Nested objects and arrays:

> SELECT ai_extract(
    'Invoice #12345 from Acme Corp
     Line 1: Widget A, qty 10, $50.00 each
     Line 2: Widget B, qty 5, $100.00 each
     Subtotal: $1,000.00, Tax: $80.00, Total: $1,080.00',
    '{
      "invoice_header": {
        "type": "object",
        "properties": {
          "invoice_id": {"type": "string"},
          "vendor_name": {"type": "string"}
        }
      },
      "line_items": {
        "type": "array",
        "description": "List of invoiced products",
        "items": {
          "type": "object",
          "properties": {
            "description": {"type": "string"},
            "quantity": {"type": "integer"},
            "unit_price": {"type": "number"}
          }
        }
      },
      "totals": {
        "type": "object",
        "properties": {
          "subtotal": {"type": "number"},
          "tax_amount": {"type": "number"},
          "total_amount": {"type": "number"}
        }
      }
    }'
  );
 {
   "response": {
     "invoice_header": {
       "invoice_id": "12345",
       "vendor_name": "Acme Corp"
     },
     "line_items": [
       {"description": "Widget A", "quantity": 10, "unit_price": 50.00},
       {"description": "Widget B", "quantity": 5, "unit_price": 100.00}
     ],
     "totals": {
       "subtotal": 1000.00,
       "tax_amount": 80.00,
       "total_amount": 1080.00
     }
   },
   "error": null
 }

Composability with ai_parse_document:

> WITH parsed_docs AS (
    SELECT
      path,
      ai_parse_document(
        content,
        MAP('version', '2.0')
      ) AS parsed_content
    FROM READ_FILES('/Volumes/finance/invoices/', format => 'binaryFile')
  )
  SELECT
    path,
    ai_extract(
      parsed_content,
      '["invoice_id", "vendor_name", "total_amount"]',
      MAP('instructions', 'These are vendor invoices.')
    ) AS invoice_data
  FROM parsed_docs;

Using enums:

> SELECT ai_extract(
    'Invoice #12345 from Acme Corp, amount: $1,250.00 USD',
    '{
      "invoice_id": {"type": "string"},
      "vendor_name": {"type": "string"},
      "total_amount": {"type": "number"},
      "currency": {
        "type": "enum",
        "labels": ["USD", "EUR", "GBP", "CAD", "AUD"],
        "description": "Currency code"
      },
      "payment_terms": {"type": "string"}
    }'
  );
 {
   "response": {
     "invoice_id": "12345",
     "vendor_name": "Acme Corp",
     "total_amount": 1250.00,
     "currency": "USD",
     "payment_terms": null
   },
   "error": null
 }

Version 1

> SELECT ai_extract(
    'John Doe lives in New York and works for Acme Corp.',
    array('person', 'location', 'organization')
  );
 {"person": "John Doe", "location": "New York", "organization": "Acme Corp."}

> SELECT ai_extract(
    'Send an email to jane.doe@example.com about the meeting at 10am.',
    array('email', 'time')
  );
 {"email": "jane.doe@example.com", "time": "10am"}

Limitations

  • This function is not available on Azure Databricks SQL Classic.
  • This function cannot be used with Views.
  • The schema supports a maximum of 128 fields.
  • Field names can contain up to 150 characters.
  • Schemas support up to 7 levels of nesting for nested fields.
  • Enum fields support a maximum of 500 values.
  • Type validation is enforced for integer, number, boolean, and enum types.
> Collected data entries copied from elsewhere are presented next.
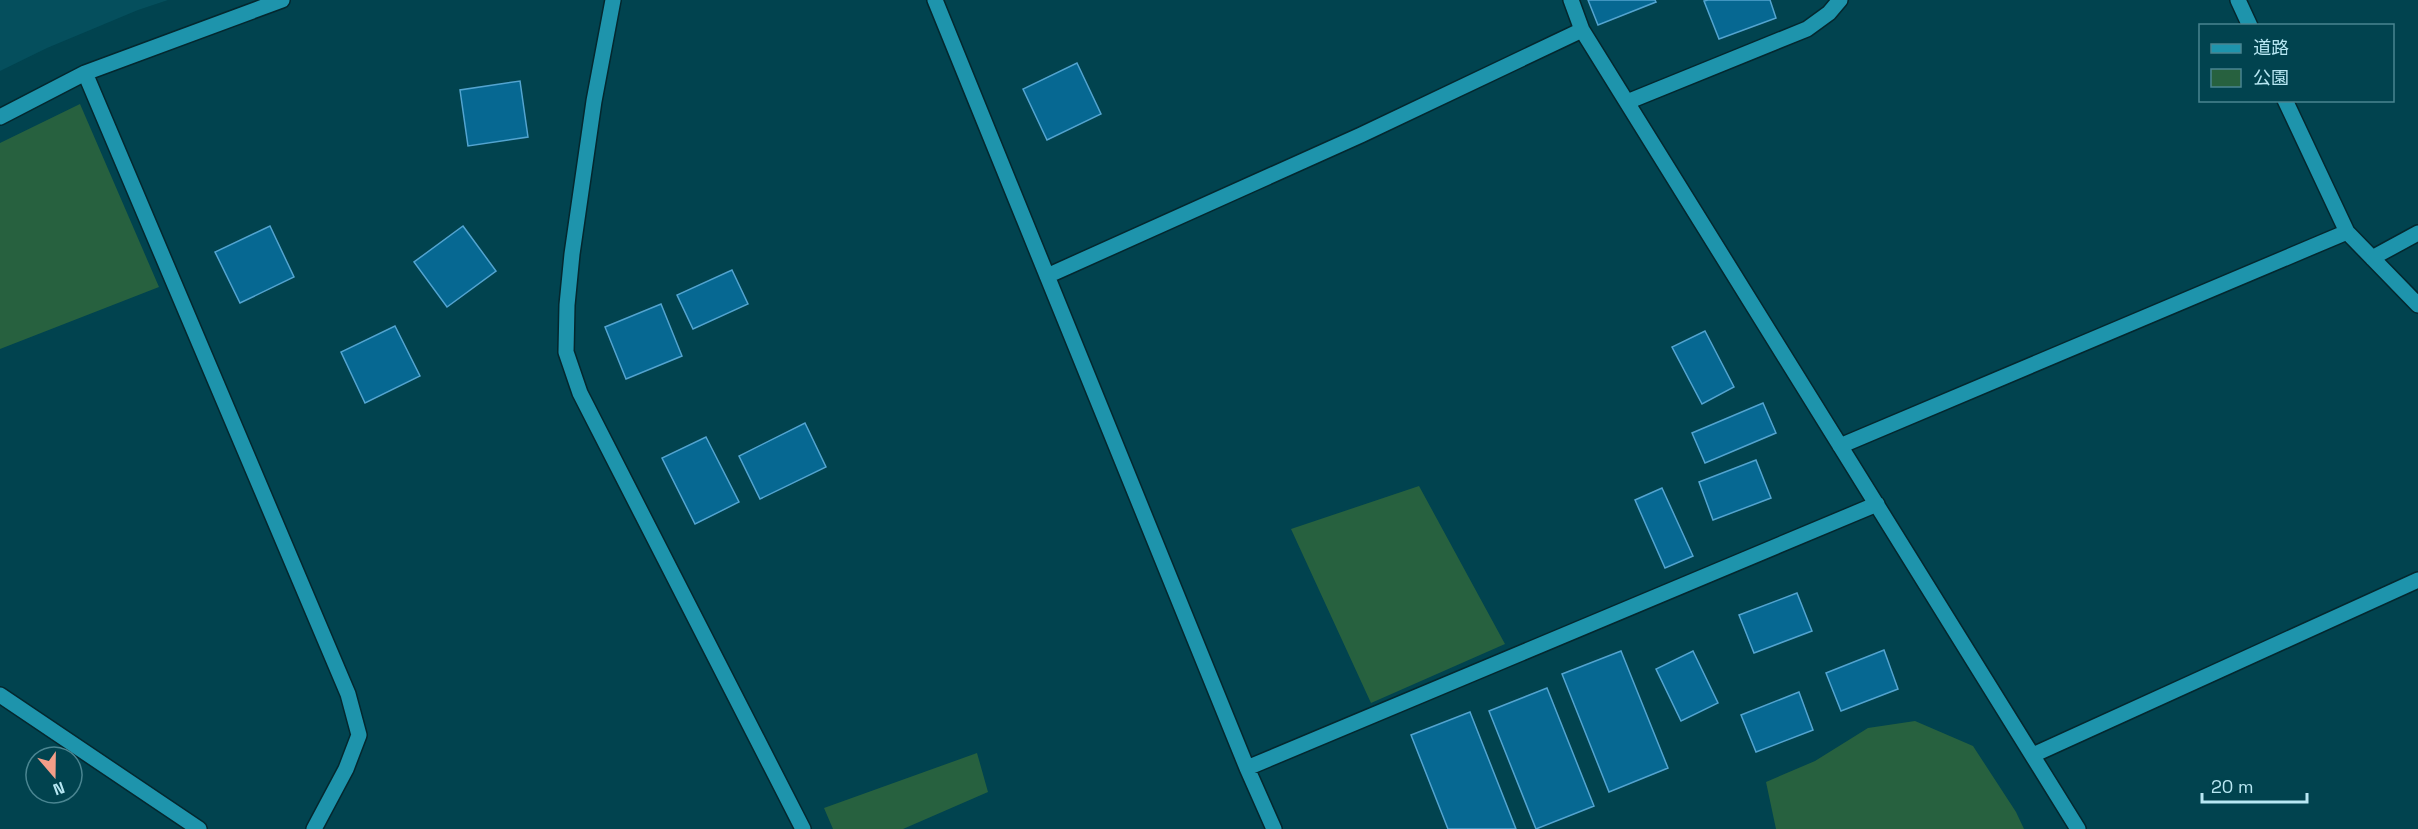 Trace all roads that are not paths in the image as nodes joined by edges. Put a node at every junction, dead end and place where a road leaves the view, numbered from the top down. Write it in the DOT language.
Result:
graph roads {
  1 [pos="282,0"];
  2 [pos="613,0"];
  3 [pos="935,0"];
  4 [pos="1571,0"];
  5 [pos="1840,0"];
  6 [pos="2238,0"];
  7 [pos="2249,24"];
  8 [pos="1582,30"];
  9 [pos="85,73"];
  10 [pos="1627,102"];
  11 [pos="2286,102"];
  12 [pos="0,117"];
  13 [pos="2347,232"];
  14 [pos="2418,233"];
  15 [pos="2372,258"];
  16 [pos="1047,276"];
  17 [pos="2418,305"];
  18 [pos="1840,446"];
  19 [pos="1877,504"];
  20 [pos="2418,580"];
  21 [pos="0,694"];
  22 [pos="2033,755"];
  23 [pos="1247,768"];
  24 [pos="199,829"];
  25 [pos="314,829"];
  26 [pos="803,829"];
  27 [pos="1274,829"];
  28 [pos="2079,829"];
  1 -- 9 [label="street"];
  2 -- 26 [label="street"];
  3 -- 16 [label="street"];
  4 -- 8 [label="street"];
  5 -- 10 [label="street"];
  6 -- 7 [label="street"];
  8 -- 10 [label="street"];
  8 -- 16 [label="street"];
  9 -- 12 [label="street"];
  9 -- 25 [label="street"];
  10 -- 18 [label="street"];
  11 -- 13 [label="street"];
  13 -- 15 [label="street"];
  13 -- 18 [label="street"];
  14 -- 15 [label="street"];
  15 -- 17 [label="street"];
  16 -- 23 [label="street"];
  18 -- 19 [label="street"];
  19 -- 22 [label="street"];
  19 -- 23 [label="street"];
  20 -- 22 [label="street"];
  21 -- 24 [label="street"];
  22 -- 28 [label="street"];
  23 -- 27 [label="street"];
} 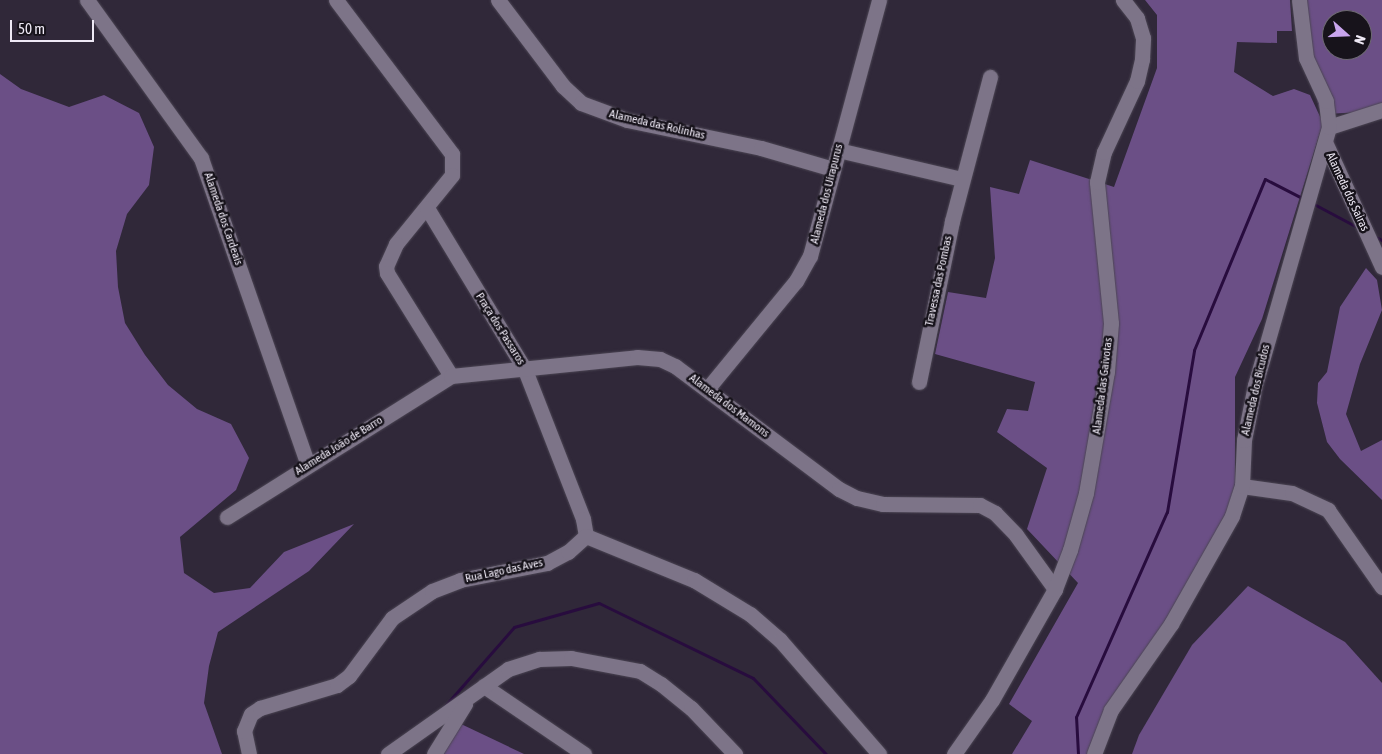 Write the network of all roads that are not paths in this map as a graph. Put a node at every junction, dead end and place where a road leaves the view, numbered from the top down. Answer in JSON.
{"nodes":[{"id":1,"x":87,"y":0,"type":"edge"},
{"id":2,"x":336,"y":0,"type":"edge"},
{"id":3,"x":498,"y":0,"type":"edge"},
{"id":4,"x":879,"y":0,"type":"edge"},
{"id":5,"x":1123,"y":0,"type":"edge"},
{"id":6,"x":1299,"y":0,"type":"edge"},
{"id":7,"x":990,"y":77,"type":"dead end"},
{"id":8,"x":1382,"y":110,"type":"edge"},
{"id":9,"x":1329,"y":127,"type":"junction"},
{"id":10,"x":1326,"y":144,"type":"junction"},
{"id":11,"x":838,"y":150,"type":"junction"},
{"id":12,"x":833,"y":169,"type":"junction"},
{"id":13,"x":962,"y":179,"type":"junction"},
{"id":14,"x":427,"y":208,"type":"junction"},
{"id":15,"x":1382,"y":266,"type":"edge"},
{"id":16,"x":525,"y":370,"type":"junction"},
{"id":17,"x":451,"y":376,"type":"junction"},
{"id":18,"x":919,"y":382,"type":"dead end"},
{"id":19,"x":708,"y":388,"type":"junction"},
{"id":20,"x":308,"y":465,"type":"junction"},
{"id":21,"x":1242,"y":486,"type":"junction"},
{"id":22,"x":227,"y":517,"type":"dead end"},
{"id":23,"x":586,"y":536,"type":"junction"},
{"id":24,"x":1382,"y":587,"type":"edge"},
{"id":25,"x":1055,"y":589,"type":"junction"},
{"id":26,"x":484,"y":686,"type":"junction"},
{"id":27,"x":468,"y":698,"type":"junction"},
{"id":28,"x":249,"y":754,"type":"edge"},
{"id":29,"x":388,"y":754,"type":"edge"},
{"id":30,"x":434,"y":754,"type":"edge"},
{"id":31,"x":584,"y":754,"type":"edge"},
{"id":32,"x":736,"y":754,"type":"edge"},
{"id":33,"x":879,"y":754,"type":"edge"},
{"id":34,"x":954,"y":754,"type":"edge"},
{"id":35,"x":1094,"y":754,"type":"edge"}],
"edges":[{"from":1,"to":20,"type":"street","name":"Alameda dos Cardeais"},
{"from":2,"to":14,"type":"street"},
{"from":3,"to":12,"type":"street","name":"Alameda das Rolinhas"},
{"from":4,"to":11,"type":"street","name":"Alameda dos Uírapurus"},
{"from":5,"to":25,"type":"street","name":"Alameda das Gaivotas"},
{"from":6,"to":9,"type":"street","name":"Alameda dos Bicudos"},
{"from":7,"to":13,"type":"street","name":"Travessa das Pombas"},
{"from":8,"to":9,"type":"street"},
{"from":9,"to":10,"type":"street","name":"Alameda dos Bicudos"},
{"from":10,"to":15,"type":"street","name":"Alameda dos Sairas"},
{"from":10,"to":21,"type":"street","name":"Alameda dos Bicudos"},
{"from":11,"to":12,"type":"street","name":"Alameda dos Uírapurus"},
{"from":11,"to":13,"type":"street"},
{"from":12,"to":19,"type":"street","name":"Alameda dos Uírapurus"},
{"from":13,"to":18,"type":"street","name":"Travessa das Pombas"},
{"from":14,"to":16,"type":"street","name":"Praça dos Passaros"},
{"from":14,"to":17,"type":"street"},
{"from":16,"to":17,"type":"street","name":"Praça dos Passaros"},
{"from":16,"to":19,"type":"street","name":"Alameda dos Mamons"},
{"from":16,"to":23,"type":"street"},
{"from":17,"to":20,"type":"street","name":"Alameda João de Barro"},
{"from":19,"to":25,"type":"street","name":"Alameda dos Mamons"},
{"from":20,"to":22,"type":"street","name":"Alameda João de Barro"},
{"from":21,"to":24,"type":"street"},
{"from":21,"to":35,"type":"street","name":"Alameda dos Bicudos"},
{"from":23,"to":28,"type":"street","name":"Rua Lago das Aves"},
{"from":23,"to":33,"type":"street"},
{"from":25,"to":34,"type":"street","name":"Alameda das Gaivotas"},
{"from":26,"to":27,"type":"street"},
{"from":26,"to":31,"type":"street"},
{"from":26,"to":32,"type":"street"},
{"from":27,"to":29,"type":"street"},
{"from":27,"to":30,"type":"street"}]}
If a value does not match the specified type, the function returns an error.
  • The maximum total context size is 128,000 tokens.

Version 1

  • This function is not available on Azure Databricks SQL Classic.
  • This function cannot be used with Views.
  • If more than one candidate for an entity type is found in the content, only one value is returned.